PROBLEM TO SOLVE
Return, from the data below, each line that contains the word "path".

EXCERPTED RECORDS
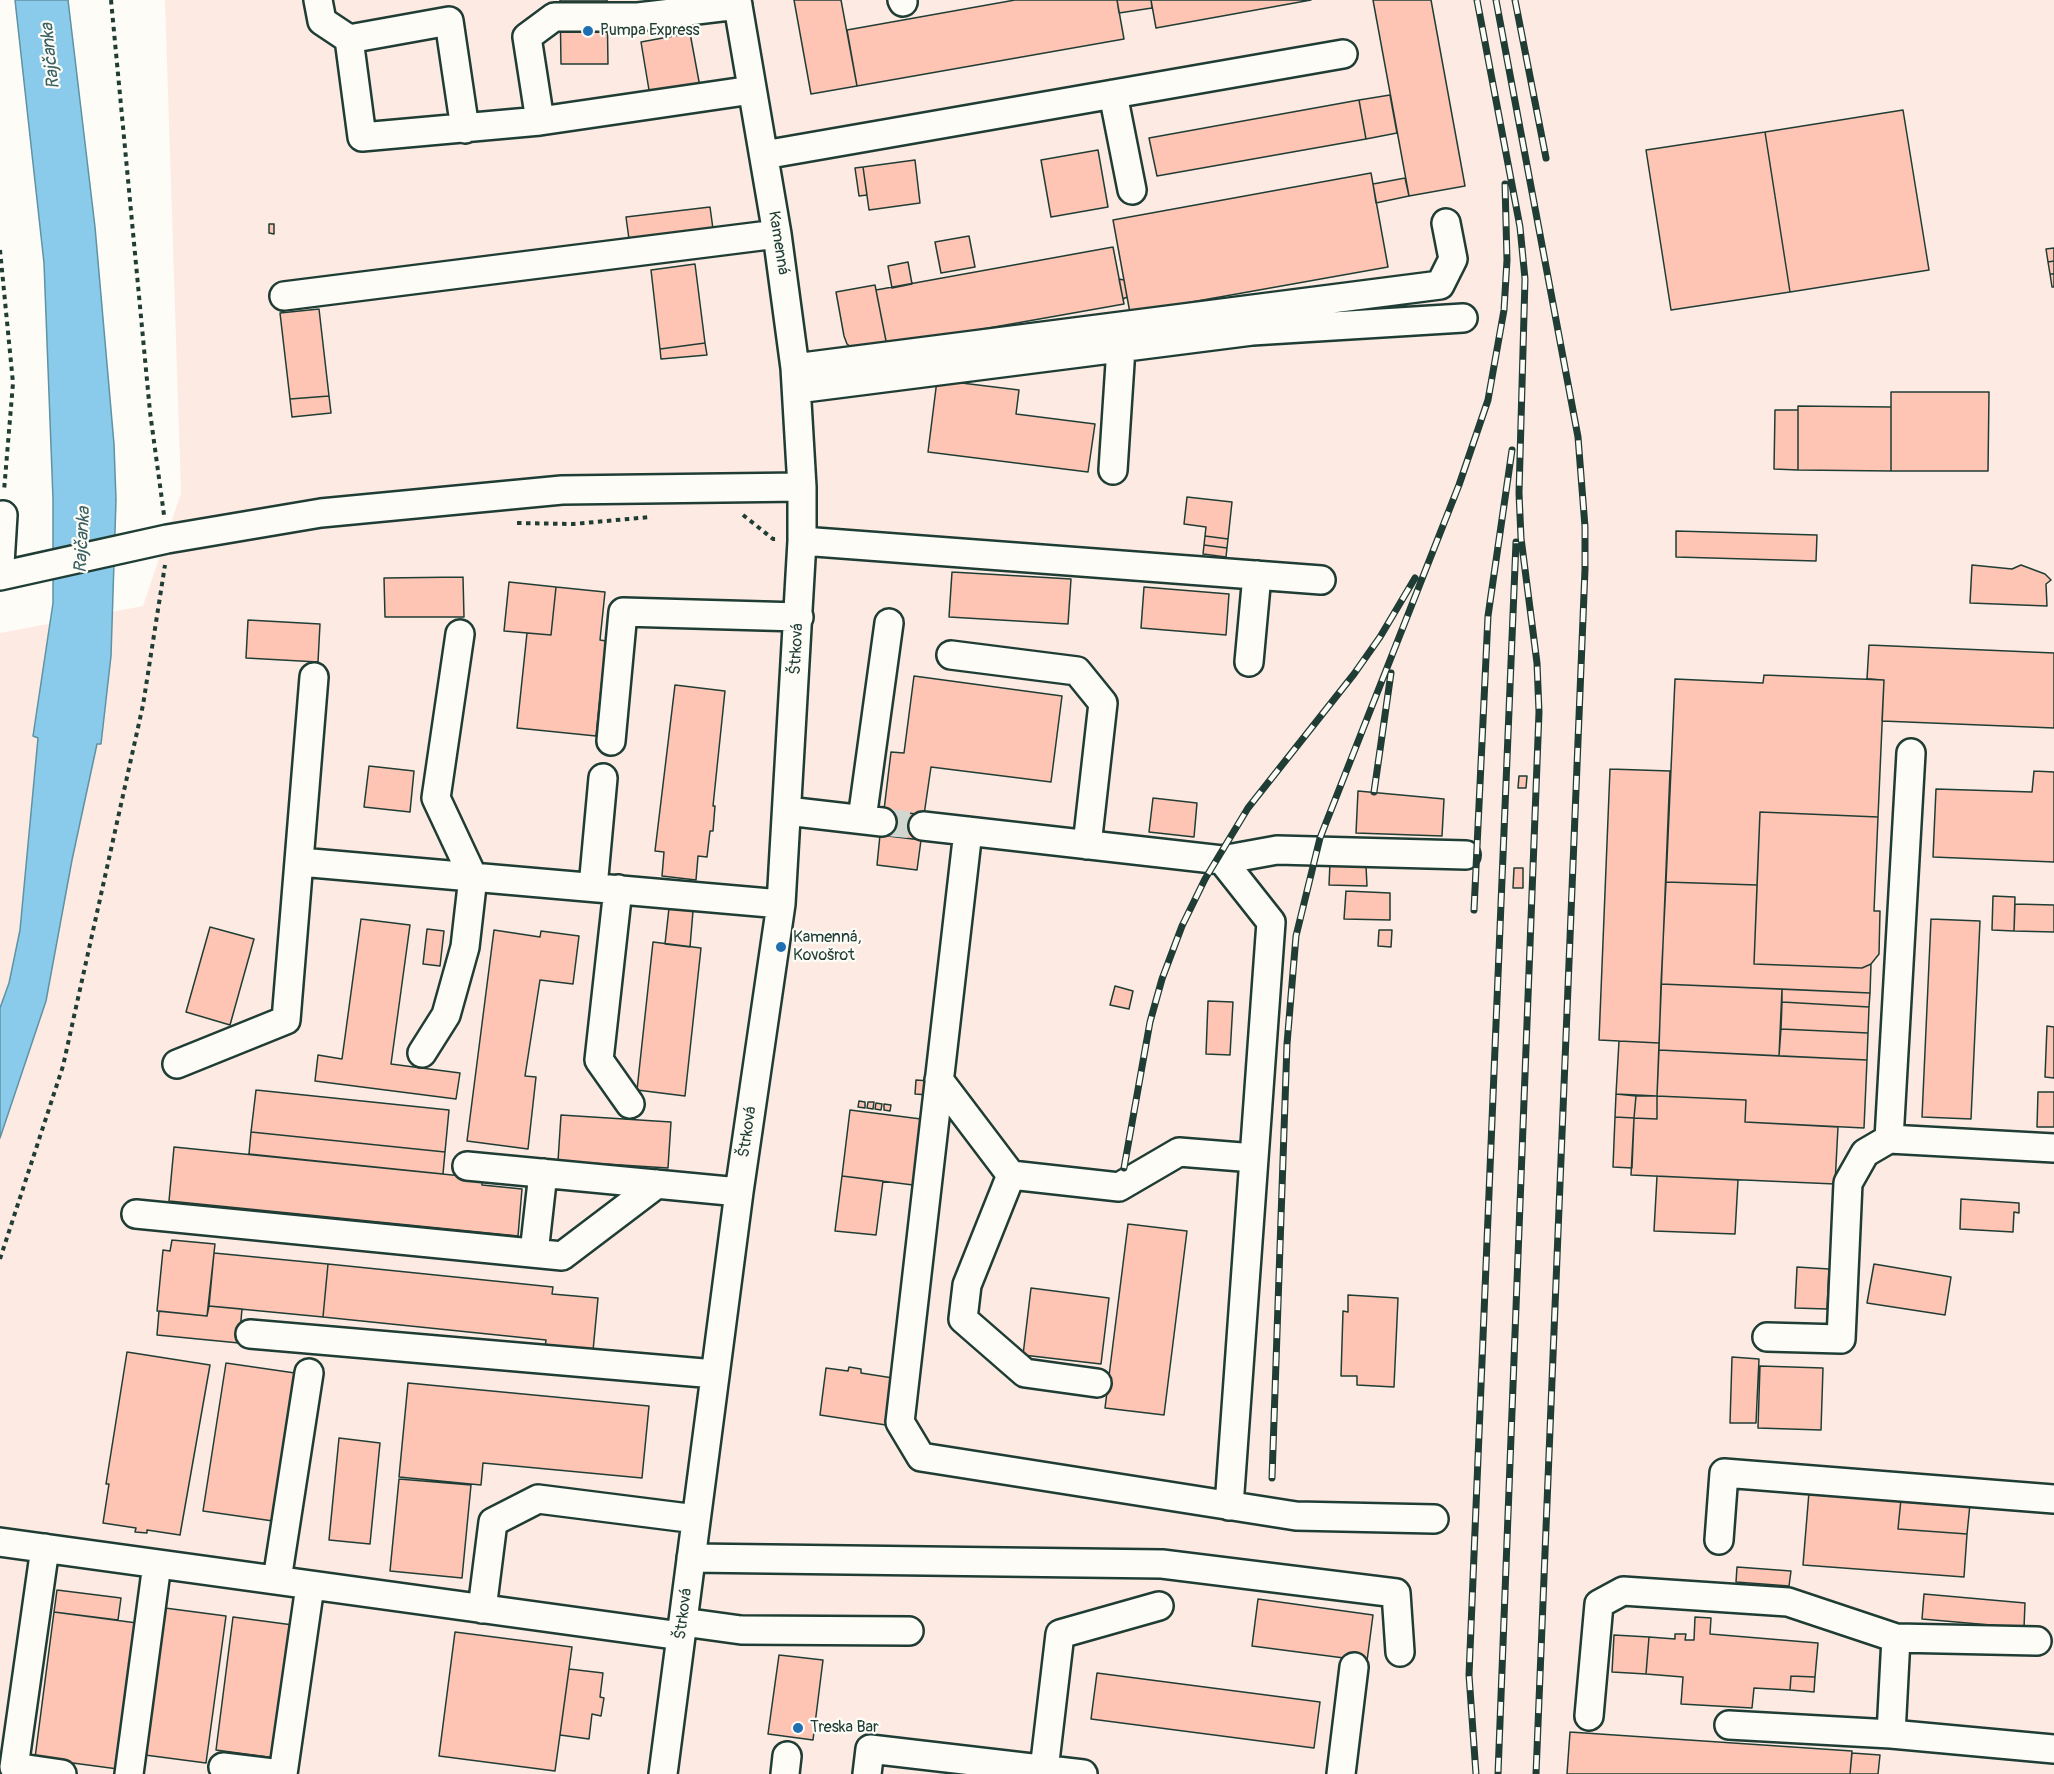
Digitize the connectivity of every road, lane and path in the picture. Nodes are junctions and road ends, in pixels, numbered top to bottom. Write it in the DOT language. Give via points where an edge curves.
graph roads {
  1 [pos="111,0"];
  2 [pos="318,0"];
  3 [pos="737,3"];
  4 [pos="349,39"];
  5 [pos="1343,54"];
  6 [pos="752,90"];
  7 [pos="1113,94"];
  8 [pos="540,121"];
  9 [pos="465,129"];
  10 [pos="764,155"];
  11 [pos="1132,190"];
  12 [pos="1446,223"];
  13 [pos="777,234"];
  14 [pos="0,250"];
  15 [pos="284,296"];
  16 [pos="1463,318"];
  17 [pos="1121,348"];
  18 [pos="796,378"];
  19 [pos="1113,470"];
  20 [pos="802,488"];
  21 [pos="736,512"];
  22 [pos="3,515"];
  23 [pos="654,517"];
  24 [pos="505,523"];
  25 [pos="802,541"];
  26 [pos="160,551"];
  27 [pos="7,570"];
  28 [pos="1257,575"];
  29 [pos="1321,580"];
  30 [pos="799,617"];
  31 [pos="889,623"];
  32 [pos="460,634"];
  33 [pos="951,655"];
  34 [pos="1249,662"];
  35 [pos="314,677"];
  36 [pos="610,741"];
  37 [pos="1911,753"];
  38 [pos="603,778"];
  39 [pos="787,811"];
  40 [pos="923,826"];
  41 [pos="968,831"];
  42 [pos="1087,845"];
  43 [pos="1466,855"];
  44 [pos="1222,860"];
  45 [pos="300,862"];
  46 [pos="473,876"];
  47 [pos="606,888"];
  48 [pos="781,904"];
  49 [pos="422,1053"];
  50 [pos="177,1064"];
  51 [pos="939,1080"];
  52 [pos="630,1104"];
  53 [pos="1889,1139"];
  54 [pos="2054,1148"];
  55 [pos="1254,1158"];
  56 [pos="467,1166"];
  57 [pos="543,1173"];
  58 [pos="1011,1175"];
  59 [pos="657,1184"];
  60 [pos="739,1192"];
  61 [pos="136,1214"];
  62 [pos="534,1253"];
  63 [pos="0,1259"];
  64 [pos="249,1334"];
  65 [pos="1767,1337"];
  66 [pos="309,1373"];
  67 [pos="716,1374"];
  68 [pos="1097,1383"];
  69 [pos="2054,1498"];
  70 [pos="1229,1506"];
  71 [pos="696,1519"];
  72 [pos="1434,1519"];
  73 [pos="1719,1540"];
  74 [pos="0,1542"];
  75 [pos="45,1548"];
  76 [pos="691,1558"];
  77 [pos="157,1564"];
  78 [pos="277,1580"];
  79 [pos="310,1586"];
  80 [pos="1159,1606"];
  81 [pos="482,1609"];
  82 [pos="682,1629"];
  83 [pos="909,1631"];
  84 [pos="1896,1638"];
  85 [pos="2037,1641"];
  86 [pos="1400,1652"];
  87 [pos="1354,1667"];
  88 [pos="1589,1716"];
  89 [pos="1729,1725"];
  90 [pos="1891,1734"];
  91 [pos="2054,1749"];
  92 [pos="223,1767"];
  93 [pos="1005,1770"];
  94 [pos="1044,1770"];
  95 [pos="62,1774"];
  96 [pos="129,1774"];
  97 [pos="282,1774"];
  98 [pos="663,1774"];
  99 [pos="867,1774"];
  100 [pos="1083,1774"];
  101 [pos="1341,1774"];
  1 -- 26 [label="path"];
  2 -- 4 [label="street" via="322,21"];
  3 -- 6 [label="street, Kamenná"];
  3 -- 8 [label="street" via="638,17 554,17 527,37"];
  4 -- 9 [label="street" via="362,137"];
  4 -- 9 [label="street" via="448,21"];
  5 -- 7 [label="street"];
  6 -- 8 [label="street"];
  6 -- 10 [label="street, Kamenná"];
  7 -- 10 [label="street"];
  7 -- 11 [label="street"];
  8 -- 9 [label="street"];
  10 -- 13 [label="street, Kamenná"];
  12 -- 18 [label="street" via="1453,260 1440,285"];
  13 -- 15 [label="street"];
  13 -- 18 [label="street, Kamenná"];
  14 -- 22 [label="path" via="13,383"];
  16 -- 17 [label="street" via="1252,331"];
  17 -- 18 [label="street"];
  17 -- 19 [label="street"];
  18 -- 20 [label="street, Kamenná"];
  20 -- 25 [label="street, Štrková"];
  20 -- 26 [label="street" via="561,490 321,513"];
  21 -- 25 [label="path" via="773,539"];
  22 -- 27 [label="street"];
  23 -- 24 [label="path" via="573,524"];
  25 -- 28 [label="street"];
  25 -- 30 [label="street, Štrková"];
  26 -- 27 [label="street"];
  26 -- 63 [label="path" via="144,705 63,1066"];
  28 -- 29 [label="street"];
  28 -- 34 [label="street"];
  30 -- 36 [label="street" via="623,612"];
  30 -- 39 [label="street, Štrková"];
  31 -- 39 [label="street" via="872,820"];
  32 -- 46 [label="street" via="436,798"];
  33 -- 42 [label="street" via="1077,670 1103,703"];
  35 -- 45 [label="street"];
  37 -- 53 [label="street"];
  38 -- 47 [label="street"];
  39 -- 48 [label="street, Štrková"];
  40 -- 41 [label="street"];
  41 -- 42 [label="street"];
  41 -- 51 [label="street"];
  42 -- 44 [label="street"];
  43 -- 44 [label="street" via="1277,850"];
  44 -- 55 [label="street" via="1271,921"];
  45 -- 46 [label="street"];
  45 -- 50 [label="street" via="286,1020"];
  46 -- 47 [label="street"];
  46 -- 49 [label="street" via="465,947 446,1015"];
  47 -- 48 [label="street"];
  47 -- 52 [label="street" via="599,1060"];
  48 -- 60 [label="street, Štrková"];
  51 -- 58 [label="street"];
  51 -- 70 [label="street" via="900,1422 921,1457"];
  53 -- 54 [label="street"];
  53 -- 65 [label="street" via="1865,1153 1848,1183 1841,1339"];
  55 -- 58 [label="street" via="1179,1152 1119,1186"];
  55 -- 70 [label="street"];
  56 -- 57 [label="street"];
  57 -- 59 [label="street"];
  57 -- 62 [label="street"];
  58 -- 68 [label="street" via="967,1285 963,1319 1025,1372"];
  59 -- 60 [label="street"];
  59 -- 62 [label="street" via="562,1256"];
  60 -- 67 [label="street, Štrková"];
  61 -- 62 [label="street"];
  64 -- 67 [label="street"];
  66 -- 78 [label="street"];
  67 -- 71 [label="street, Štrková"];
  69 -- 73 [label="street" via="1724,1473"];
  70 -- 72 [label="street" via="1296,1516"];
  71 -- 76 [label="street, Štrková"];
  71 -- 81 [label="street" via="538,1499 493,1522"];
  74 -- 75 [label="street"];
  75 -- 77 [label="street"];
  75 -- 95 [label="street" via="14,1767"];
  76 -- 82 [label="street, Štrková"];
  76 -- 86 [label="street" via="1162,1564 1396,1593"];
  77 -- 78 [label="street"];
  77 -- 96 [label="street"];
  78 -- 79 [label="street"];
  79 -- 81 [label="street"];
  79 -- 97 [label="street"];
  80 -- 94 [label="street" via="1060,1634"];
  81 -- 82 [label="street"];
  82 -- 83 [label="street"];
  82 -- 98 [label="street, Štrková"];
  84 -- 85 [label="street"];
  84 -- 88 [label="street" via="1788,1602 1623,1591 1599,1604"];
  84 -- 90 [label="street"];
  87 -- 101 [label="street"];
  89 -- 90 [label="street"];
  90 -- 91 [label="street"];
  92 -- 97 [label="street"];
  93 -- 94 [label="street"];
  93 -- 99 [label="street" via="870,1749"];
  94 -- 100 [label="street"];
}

THE ANSWER
Digitize the connectivity of every road, lane and path in the picture. Nodes are junctions and road ends, in pixels, numbered top to bottom. Write it in the DOT language. Give via points where an edge curves.
  1 -- 26 [label="path"];
  14 -- 22 [label="path" via="13,383"];
  21 -- 25 [label="path" via="773,539"];
  23 -- 24 [label="path" via="573,524"];
  26 -- 63 [label="path" via="144,705 63,1066"];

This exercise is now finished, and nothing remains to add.